## WHAT IS REQUIRED
An exact transcription of all the records below is required, without any images.
● ● ● ● ●
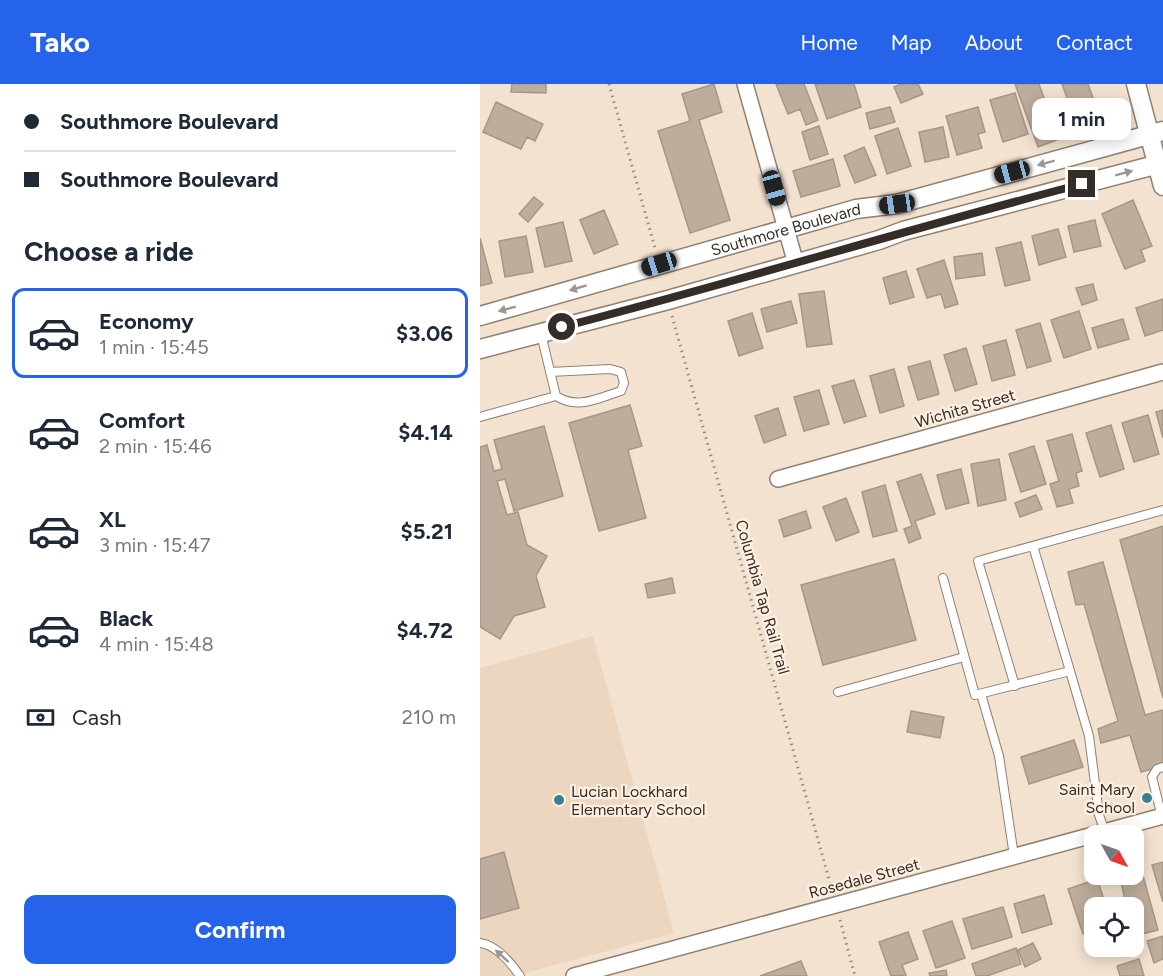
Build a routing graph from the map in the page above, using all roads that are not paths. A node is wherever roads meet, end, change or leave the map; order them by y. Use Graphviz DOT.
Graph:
graph roads {
  1 [pos="745,84"];
  2 [pos="1136,84"];
  3 [pos="1156,133"];
  4 [pos="1160,164"];
  5 [pos="1163,186"];
  6 [pos="786,230"];
  7 [pos="796,264"];
  8 [pos="533,302"];
  9 [pos="480,316"];
  10 [pos="541,332"];
  11 [pos="480,349"];
  12 [pos="550,372"];
  13 [pos="1163,372"];
  14 [pos="556,396"];
  15 [pos="480,417"];
  16 [pos="778,479"];
  17 [pos="1163,510"];
  18 [pos="1033,546"];
  19 [pos="943,578"];
  20 [pos="964,657"];
  21 [pos="1070,671"];
  22 [pos="1015,686"];
  23 [pos="838,692"];
  24 [pos="981,694"];
  25 [pos="1163,768"];
  26 [pos="1162,816"];
  27 [pos="1103,825"];
  28 [pos="1130,825"];
  29 [pos="1084,838"];
  30 [pos="1014,856"];
  31 [pos="480,943"];
  32 [pos="520,976"];
  33 [pos="574,976"];
  1 -- 6 [label="street"];
  2 -- 3 [label="street"];
  3 -- 4 [label="street"];
  3 -- 6 [label="street, Southmore Boulevard, one-way"];
  4 -- 5 [label="street"];
  7 -- 4 [label="street, Southmore Boulevard, one-way"];
  6 -- 7 [label="street"];
  6 -- 8 [label="street, Southmore Boulevard, one-way"];
  7 -- 10 [label="street, Southmore Boulevard"];
  8 -- 9 [label="street, Southmore Boulevard, one-way"];
  8 -- 10 [label="street"];
  10 -- 11 [label="street, Southmore Boulevard"];
  10 -- 12 [label="lane"];
  12 -- 14 [label="lane"];
  12 -- 14 [label="lane"];
  13 -- 16 [label="street, Wichita Street"];
  14 -- 15 [label="lane"];
  17 -- 18 [label="lane"];
  18 -- 21 [label="lane"];
  18 -- 22 [label="lane"];
  19 -- 20 [label="lane"];
  20 -- 23 [label="lane"];
  20 -- 24 [label="lane"];
  21 -- 22 [label="lane"];
  21 -- 27 [label="lane"];
  22 -- 24 [label="lane"];
  24 -- 30 [label="lane"];
  25 -- 26 [label="lane"];
  26 -- 28 [label="street, Rosedale Street"];
  29 -- 30 [label="street, Rosedale Street"];
  30 -- 33 [label="street, Rosedale Street"];
  32 -- 31 [label="lane, one-way"];
}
● ● ● ● ●
## EXERCISE SOLUTION
Build a routing graph from the map in the page above, using all roads that are not paths. A node is wherever roads meet, end, change or leave the map; order them by y. Use Graphviz DOT.
Graph:
graph roads {
  1 [pos="745,84"];
  2 [pos="1136,84"];
  3 [pos="1156,133"];
  4 [pos="1160,164"];
  5 [pos="1163,186"];
  6 [pos="786,230"];
  7 [pos="796,264"];
  8 [pos="533,302"];
  9 [pos="480,316"];
  10 [pos="541,332"];
  11 [pos="480,349"];
  12 [pos="550,372"];
  13 [pos="1163,372"];
  14 [pos="556,396"];
  15 [pos="480,417"];
  16 [pos="778,479"];
  17 [pos="1163,510"];
  18 [pos="1033,546"];
  19 [pos="943,578"];
  20 [pos="964,657"];
  21 [pos="1070,671"];
  22 [pos="1015,686"];
  23 [pos="838,692"];
  24 [pos="981,694"];
  25 [pos="1163,768"];
  26 [pos="1162,816"];
  27 [pos="1103,825"];
  28 [pos="1130,825"];
  29 [pos="1084,838"];
  30 [pos="1014,856"];
  31 [pos="480,943"];
  32 [pos="520,976"];
  33 [pos="574,976"];
  1 -- 6 [label="street"];
  2 -- 3 [label="street"];
  3 -- 4 [label="street"];
  3 -- 6 [label="street, Southmore Boulevard, one-way"];
  4 -- 5 [label="street"];
  7 -- 4 [label="street, Southmore Boulevard, one-way"];
  6 -- 7 [label="street"];
  6 -- 8 [label="street, Southmore Boulevard, one-way"];
  7 -- 10 [label="street, Southmore Boulevard"];
  8 -- 9 [label="street, Southmore Boulevard, one-way"];
  8 -- 10 [label="street"];
  10 -- 11 [label="street, Southmore Boulevard"];
  10 -- 12 [label="lane"];
  12 -- 14 [label="lane"];
  12 -- 14 [label="lane"];
  13 -- 16 [label="street, Wichita Street"];
  14 -- 15 [label="lane"];
  17 -- 18 [label="lane"];
  18 -- 21 [label="lane"];
  18 -- 22 [label="lane"];
  19 -- 20 [label="lane"];
  20 -- 23 [label="lane"];
  20 -- 24 [label="lane"];
  21 -- 22 [label="lane"];
  21 -- 27 [label="lane"];
  22 -- 24 [label="lane"];
  24 -- 30 [label="lane"];
  25 -- 26 [label="lane"];
  26 -- 28 [label="street, Rosedale Street"];
  29 -- 30 [label="street, Rosedale Street"];
  30 -- 33 [label="street, Rosedale Street"];
  32 -- 31 [label="lane, one-way"];
}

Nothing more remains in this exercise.